[Available records]

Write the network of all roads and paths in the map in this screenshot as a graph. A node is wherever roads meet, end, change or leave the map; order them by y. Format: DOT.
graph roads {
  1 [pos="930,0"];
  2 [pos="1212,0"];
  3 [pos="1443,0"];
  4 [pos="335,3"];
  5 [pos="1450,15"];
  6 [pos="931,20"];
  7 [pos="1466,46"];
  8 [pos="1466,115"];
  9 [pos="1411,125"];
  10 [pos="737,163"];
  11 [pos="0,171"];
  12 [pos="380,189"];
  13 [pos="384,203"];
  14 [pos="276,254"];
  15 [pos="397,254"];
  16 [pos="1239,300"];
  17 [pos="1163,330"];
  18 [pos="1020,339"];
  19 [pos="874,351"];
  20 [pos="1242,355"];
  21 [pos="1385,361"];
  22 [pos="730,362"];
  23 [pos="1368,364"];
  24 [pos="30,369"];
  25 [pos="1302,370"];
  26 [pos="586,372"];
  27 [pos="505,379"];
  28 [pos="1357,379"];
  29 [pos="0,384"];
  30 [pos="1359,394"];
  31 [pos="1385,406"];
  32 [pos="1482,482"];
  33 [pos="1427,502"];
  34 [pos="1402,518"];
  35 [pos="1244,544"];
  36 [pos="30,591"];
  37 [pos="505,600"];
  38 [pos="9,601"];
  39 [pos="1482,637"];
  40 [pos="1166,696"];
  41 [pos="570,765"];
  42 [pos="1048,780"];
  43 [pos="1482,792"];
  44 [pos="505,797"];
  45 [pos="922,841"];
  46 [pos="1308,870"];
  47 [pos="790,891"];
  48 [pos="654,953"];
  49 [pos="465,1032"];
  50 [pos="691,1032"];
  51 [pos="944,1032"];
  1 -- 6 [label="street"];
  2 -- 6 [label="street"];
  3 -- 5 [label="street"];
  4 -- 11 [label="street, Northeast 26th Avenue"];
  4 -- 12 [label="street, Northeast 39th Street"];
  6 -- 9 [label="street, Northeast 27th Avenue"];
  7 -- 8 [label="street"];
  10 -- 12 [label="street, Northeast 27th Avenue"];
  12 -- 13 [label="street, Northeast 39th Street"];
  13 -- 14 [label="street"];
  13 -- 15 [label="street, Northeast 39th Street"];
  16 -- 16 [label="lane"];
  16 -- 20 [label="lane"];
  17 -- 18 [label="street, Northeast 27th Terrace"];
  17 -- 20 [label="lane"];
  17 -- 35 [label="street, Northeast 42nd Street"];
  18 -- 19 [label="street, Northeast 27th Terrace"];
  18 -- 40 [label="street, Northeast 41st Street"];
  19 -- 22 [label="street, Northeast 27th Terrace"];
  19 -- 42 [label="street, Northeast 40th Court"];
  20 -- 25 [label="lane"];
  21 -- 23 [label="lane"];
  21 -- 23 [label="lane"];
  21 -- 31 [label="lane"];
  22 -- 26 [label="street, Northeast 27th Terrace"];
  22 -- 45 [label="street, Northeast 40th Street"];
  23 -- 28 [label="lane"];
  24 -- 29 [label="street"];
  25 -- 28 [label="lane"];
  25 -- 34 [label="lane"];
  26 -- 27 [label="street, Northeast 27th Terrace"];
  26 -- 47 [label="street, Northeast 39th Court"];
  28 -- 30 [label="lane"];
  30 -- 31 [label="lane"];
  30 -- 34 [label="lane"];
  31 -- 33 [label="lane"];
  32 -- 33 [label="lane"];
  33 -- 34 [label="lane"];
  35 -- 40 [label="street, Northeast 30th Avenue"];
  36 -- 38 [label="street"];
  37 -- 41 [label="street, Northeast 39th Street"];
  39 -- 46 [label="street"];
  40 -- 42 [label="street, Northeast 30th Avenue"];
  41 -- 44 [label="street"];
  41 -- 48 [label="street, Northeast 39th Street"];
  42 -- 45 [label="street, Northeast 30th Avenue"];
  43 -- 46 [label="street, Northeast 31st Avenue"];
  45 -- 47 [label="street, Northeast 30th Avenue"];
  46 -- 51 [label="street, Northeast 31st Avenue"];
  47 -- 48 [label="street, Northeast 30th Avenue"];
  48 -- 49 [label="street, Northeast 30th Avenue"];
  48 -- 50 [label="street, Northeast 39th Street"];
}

[/Available records]

## Task description
Identify the lines of the entries containing the string "graph". Copy each such line.

## Answer space
Write the network of all roads and paths in the map in this screenshot as a graph. A node is wherever roads meet, end, change or leave the map; order them by y. Format: DOT.
graph roads {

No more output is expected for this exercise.